I leaned in and she pulled my ear so hard that I jumped.
“What the fuck? Just tell me,” I said to her angrily.
“I just did,” she said laughing hard enough to need to lean onto the water filled trough where she rinsed our glasses.
“Your ear. Without the ear there is no music. No?”
“Well, Miriam, one hundred years’ worth of wisdom and you give me the chicken or the egg question?” I asked her as I rubbed my ear to calm it down.
“But is that really what you wanted to ask?” she asked as she sashayed to another customer who looked like he could use a beer.
“Why don’t you just tell me,” I said trying not to sound hurt.
“You know those stories about soldiers stopping a war to carry their dead and wounded, or Christmas, or something?” she asked me.
“Yes, I have heard of the story of how a Tizita musician stopped the Ethiopian – Eritrean war. But it’s a myth – every major war has such a myth – a beautiful woman walking by, Christmas, a white dove, someone’s birthday – it’s just soldiers getting tired of war,” I answered.
“That musician, he is here tonight – you can ask him.”
She jutted her chin toward the dressing rooms. Her smile, punctuated by a few remaining browned teeth, followed my kiss on her cheek as she slipped a fifth of Vodka into my hand.
“That’s on me – you are going to need it by the time the Tizita is through with you tonight,” she said and playfully cupped a warm wet hand on my face.
I slipped the fifth into my pocket and took a liberal swig from my beer. I did not have time to argue with her about the etiquette of pulling a customer’s ears for a cliché about chicken and eggs – it was show time.
***
The musicians had started coming out of the dressing rooms one by one with Selassie making the announcements. He had the microphones adjusted to a lower pitch, to hide his rather thin voice. And so he was announcing the rules and musicians in a booming slow motion voice. The rules were simple enough for the musicians and gamblers – winners would take it all. The winner of the Tizita would be whoever received the loudest applause. The purse was 1,000,000 Kenya shillings, that and “invaluable street cred,” as he put it.

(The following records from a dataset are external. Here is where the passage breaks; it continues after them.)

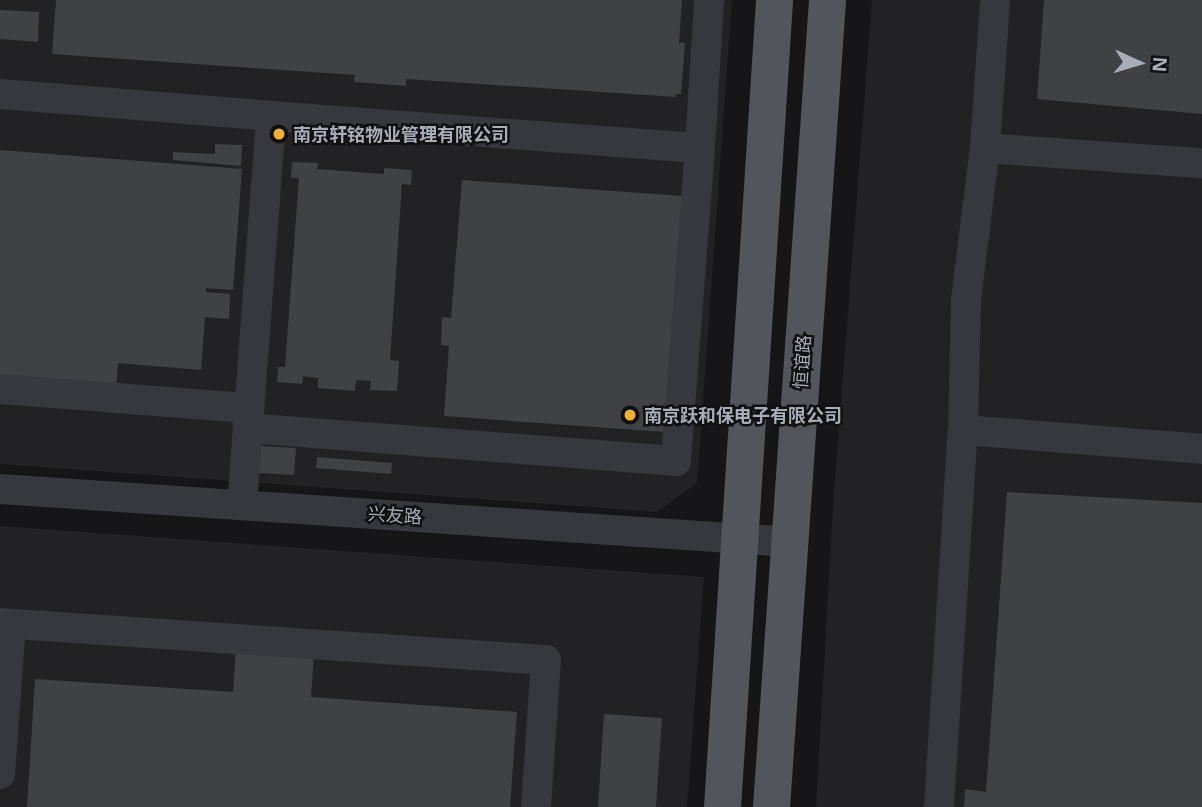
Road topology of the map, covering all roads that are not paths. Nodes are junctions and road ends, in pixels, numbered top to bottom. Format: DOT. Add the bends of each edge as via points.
graph roads {
  1 [pos="709,0"];
  2 [pos="774,0"];
  3 [pos="827,0"];
  4 [pos="995,0"];
  5 [pos="0,94"];
  6 [pos="271,116"];
  7 [pos="700,148"];
  8 [pos="985,148"];
  9 [pos="1202,163"];
  10 [pos="0,389"];
  11 [pos="248,418"];
  12 [pos="962,430"];
  13 [pos="1202,449"];
  14 [pos="0,489"];
  15 [pos="242,505"];
  16 [pos="740,538"];
  17 [pos="789,542"];
  18 [pos="6,623"];
  19 [pos="0,774"];
  20 [pos="536,807"];
  21 [pos="722,807"];
  22 [pos="771,807"];
  23 [pos="939,807"];
  1 -- 7 [label="street"];
  2 -- 16 [label="main road"];
  3 -- 17 [label="main road, 恒谊路"];
  4 -- 8 [label="street"];
  5 -- 6 [label="street"];
  6 -- 7 [label="street"];
  6 -- 11 [label="street"];
  7 -- 11 [label="street" via="676,461"];
  8 -- 9 [label="street"];
  8 -- 12 [label="street" via="966,300"];
  10 -- 11 [label="street"];
  11 -- 15 [label="street"];
  12 -- 13 [label="street"];
  12 -- 23 [label="street"];
  14 -- 15 [label="street, 兴友路"];
  15 -- 16 [label="street, 兴友路"];
  16 -- 17 [label="street, 兴友路"];
  16 -- 21 [label="main road"];
  17 -- 22 [label="main road, 恒谊路"];
  18 -- 19 [label="street"];
  18 -- 20 [label="street" via="546,660"];
}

Yes, the million Kenya shillings was a good amount of change, but still, why would a successful musician, one considered to be one of the best come to a place like the ABC? I had heard of successful musicians and bands like Bruce Springsteen and The Rolling Stones occasionally giving up the stadiums and concert halls to play in small neighborhood bars. A return to the basics, to intimate spaces where they can actually interact and react to their audience. A stadium concert is about fame, to play in a place like the ABC, it was about intimacy. That, the street cred, the million Kenya shillings and playing against the best – was that enough to bring an artist worth their name to a place like the ABC? Or were the musicians slumming the slummers, a two-way spectacle?
“The Corporal!” Mr. Selassie announced.
The Corporal somewhere in his fifties was tall and thin, with the greying but good hair that we Kenyans envied so much, smoothed back. He was dressed efficiently, jeans, a rolled-up green shirt and sandals. His face confident, gaunt, wrinkling but still pulled tight by high cheekbones, he could have been an ageing runner or football player. He walked briskly and using the ropes he hurled himself onto the stage, picked up a guitar, and finger-picked in a way I had never heard it done before – thudded, muted yet vocal sequence of sounds that felt like the heavy raindrops, the kind that come before a storm and rapidly tapping on a corrugated iron sheet roof. A few seconds of guitar, and he picked up a masenko.
The Corporal, and the masenko - discordant, like the buzz of the bee, as bad as its sting but in the hands of the Corporal, as sweet as its honey - the masenko, the instrument of prayer – but it in his hands, one that can curse. The Gikuyu sent smoke from a sacrificial lamb high into the sky; if God was listening, it went up straight as an arrow. The masenko is an instrument of prayer that I imagine sent prayer straight up to God - but in the hands of the Corporal, the low bass buzzing notes were the devil announcing his presence, the sweetest most terrifying sound.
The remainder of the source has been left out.